→ **To do**
Nothing in the records may be dropped or altered when you repeat them.

→ **Supplied data**
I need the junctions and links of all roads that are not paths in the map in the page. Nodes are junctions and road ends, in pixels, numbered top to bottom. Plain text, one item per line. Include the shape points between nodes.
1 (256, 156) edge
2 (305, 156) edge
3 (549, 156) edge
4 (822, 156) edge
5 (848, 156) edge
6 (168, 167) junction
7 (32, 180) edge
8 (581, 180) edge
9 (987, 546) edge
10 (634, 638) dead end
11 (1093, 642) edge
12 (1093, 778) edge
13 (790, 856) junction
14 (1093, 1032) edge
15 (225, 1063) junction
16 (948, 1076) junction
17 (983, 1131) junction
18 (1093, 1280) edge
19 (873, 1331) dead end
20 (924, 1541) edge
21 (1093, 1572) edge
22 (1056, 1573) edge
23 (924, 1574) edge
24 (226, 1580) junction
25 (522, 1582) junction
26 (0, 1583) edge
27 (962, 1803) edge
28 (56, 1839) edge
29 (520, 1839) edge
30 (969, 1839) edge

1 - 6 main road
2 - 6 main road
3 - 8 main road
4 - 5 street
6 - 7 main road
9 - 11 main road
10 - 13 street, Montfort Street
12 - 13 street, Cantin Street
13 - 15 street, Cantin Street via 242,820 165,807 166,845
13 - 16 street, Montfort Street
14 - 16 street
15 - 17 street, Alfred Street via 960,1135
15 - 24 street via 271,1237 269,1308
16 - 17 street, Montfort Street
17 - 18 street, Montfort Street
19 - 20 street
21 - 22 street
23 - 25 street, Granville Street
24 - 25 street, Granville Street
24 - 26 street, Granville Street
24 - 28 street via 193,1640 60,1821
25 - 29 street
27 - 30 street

→ **Exercise output**
I need the junctions and links of all roads that are not paths in the map in the page. Nodes are junctions and road ends, in pixels, numbered top to bottom. Plain text, one item per line. Include the shape points between nodes.
1 (256, 156) edge
2 (305, 156) edge
3 (549, 156) edge
4 (822, 156) edge
5 (848, 156) edge
6 (168, 167) junction
7 (32, 180) edge
8 (581, 180) edge
9 (987, 546) edge
10 (634, 638) dead end
11 (1093, 642) edge
12 (1093, 778) edge
13 (790, 856) junction
14 (1093, 1032) edge
15 (225, 1063) junction
16 (948, 1076) junction
17 (983, 1131) junction
18 (1093, 1280) edge
19 (873, 1331) dead end
20 (924, 1541) edge
21 (1093, 1572) edge
22 (1056, 1573) edge
23 (924, 1574) edge
24 (226, 1580) junction
25 (522, 1582) junction
26 (0, 1583) edge
27 (962, 1803) edge
28 (56, 1839) edge
29 (520, 1839) edge
30 (969, 1839) edge

1 - 6 main road
2 - 6 main road
3 - 8 main road
4 - 5 street
6 - 7 main road
9 - 11 main road
10 - 13 street, Montfort Street
12 - 13 street, Cantin Street
13 - 15 street, Cantin Street via 242,820 165,807 166,845
13 - 16 street, Montfort Street
14 - 16 street
15 - 17 street, Alfred Street via 960,1135
15 - 24 street via 271,1237 269,1308
16 - 17 street, Montfort Street
17 - 18 street, Montfort Street
19 - 20 street
21 - 22 street
23 - 25 street, Granville Street
24 - 25 street, Granville Street
24 - 26 street, Granville Street
24 - 28 street via 193,1640 60,1821
25 - 29 street
27 - 30 street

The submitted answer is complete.